The task. Please restate each entry word for word and leave the pictures out.

Data for this task.
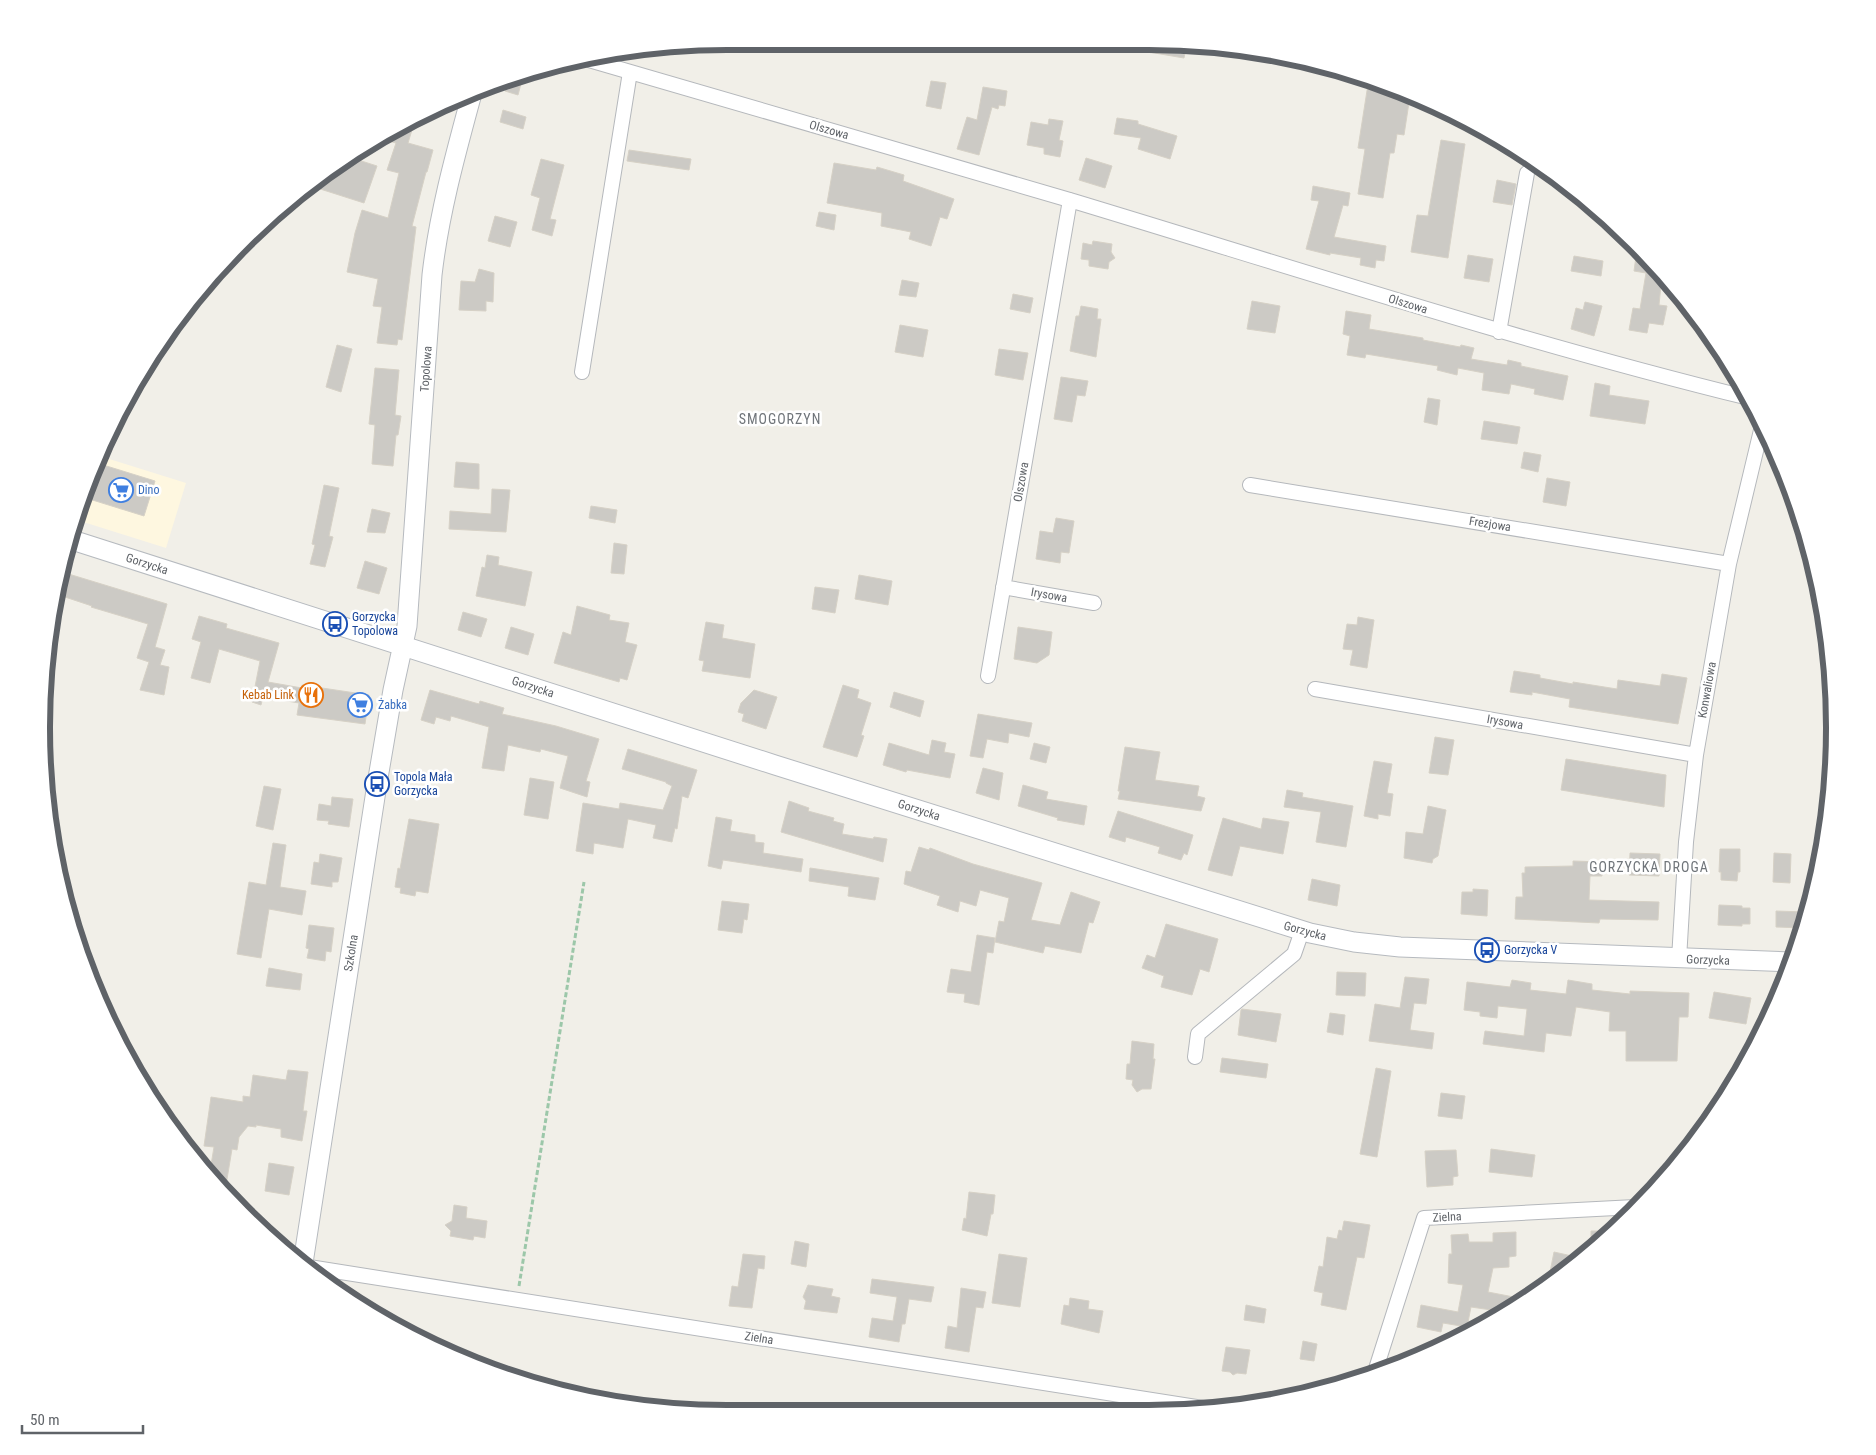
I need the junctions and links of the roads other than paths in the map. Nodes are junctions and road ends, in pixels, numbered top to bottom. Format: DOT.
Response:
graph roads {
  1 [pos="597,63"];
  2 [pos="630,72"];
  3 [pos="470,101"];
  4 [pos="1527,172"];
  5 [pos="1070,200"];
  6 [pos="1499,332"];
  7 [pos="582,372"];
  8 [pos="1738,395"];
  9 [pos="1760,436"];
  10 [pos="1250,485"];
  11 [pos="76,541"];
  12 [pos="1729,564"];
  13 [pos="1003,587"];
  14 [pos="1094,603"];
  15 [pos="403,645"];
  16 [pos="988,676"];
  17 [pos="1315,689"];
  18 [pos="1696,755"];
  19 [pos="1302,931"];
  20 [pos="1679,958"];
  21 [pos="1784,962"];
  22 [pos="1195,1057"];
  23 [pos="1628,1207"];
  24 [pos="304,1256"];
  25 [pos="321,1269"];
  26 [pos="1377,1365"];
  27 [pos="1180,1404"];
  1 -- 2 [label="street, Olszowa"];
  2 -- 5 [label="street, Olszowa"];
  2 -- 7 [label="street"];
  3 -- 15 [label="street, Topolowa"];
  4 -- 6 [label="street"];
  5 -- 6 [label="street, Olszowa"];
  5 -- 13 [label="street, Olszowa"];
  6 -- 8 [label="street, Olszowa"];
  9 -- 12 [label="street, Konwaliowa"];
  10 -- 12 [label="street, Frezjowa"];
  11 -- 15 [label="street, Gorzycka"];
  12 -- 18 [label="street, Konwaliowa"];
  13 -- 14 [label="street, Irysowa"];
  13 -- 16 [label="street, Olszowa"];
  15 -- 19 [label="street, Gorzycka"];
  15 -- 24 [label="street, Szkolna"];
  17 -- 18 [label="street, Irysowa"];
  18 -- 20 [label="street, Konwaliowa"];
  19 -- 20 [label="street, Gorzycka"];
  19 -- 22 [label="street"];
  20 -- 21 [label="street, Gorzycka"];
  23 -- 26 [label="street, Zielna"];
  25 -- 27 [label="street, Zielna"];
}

Completed task.
I need the junctions and links of the roads other than paths in the map. Nodes are junctions and road ends, in pixels, numbered top to bottom. Format: DOT.
Response:
graph roads {
  1 [pos="597,63"];
  2 [pos="630,72"];
  3 [pos="470,101"];
  4 [pos="1527,172"];
  5 [pos="1070,200"];
  6 [pos="1499,332"];
  7 [pos="582,372"];
  8 [pos="1738,395"];
  9 [pos="1760,436"];
  10 [pos="1250,485"];
  11 [pos="76,541"];
  12 [pos="1729,564"];
  13 [pos="1003,587"];
  14 [pos="1094,603"];
  15 [pos="403,645"];
  16 [pos="988,676"];
  17 [pos="1315,689"];
  18 [pos="1696,755"];
  19 [pos="1302,931"];
  20 [pos="1679,958"];
  21 [pos="1784,962"];
  22 [pos="1195,1057"];
  23 [pos="1628,1207"];
  24 [pos="304,1256"];
  25 [pos="321,1269"];
  26 [pos="1377,1365"];
  27 [pos="1180,1404"];
  1 -- 2 [label="street, Olszowa"];
  2 -- 5 [label="street, Olszowa"];
  2 -- 7 [label="street"];
  3 -- 15 [label="street, Topolowa"];
  4 -- 6 [label="street"];
  5 -- 6 [label="street, Olszowa"];
  5 -- 13 [label="street, Olszowa"];
  6 -- 8 [label="street, Olszowa"];
  9 -- 12 [label="street, Konwaliowa"];
  10 -- 12 [label="street, Frezjowa"];
  11 -- 15 [label="street, Gorzycka"];
  12 -- 18 [label="street, Konwaliowa"];
  13 -- 14 [label="street, Irysowa"];
  13 -- 16 [label="street, Olszowa"];
  15 -- 19 [label="street, Gorzycka"];
  15 -- 24 [label="street, Szkolna"];
  17 -- 18 [label="street, Irysowa"];
  18 -- 20 [label="street, Konwaliowa"];
  19 -- 20 [label="street, Gorzycka"];
  19 -- 22 [label="street"];
  20 -- 21 [label="street, Gorzycka"];
  23 -- 26 [label="street, Zielna"];
  25 -- 27 [label="street, Zielna"];
}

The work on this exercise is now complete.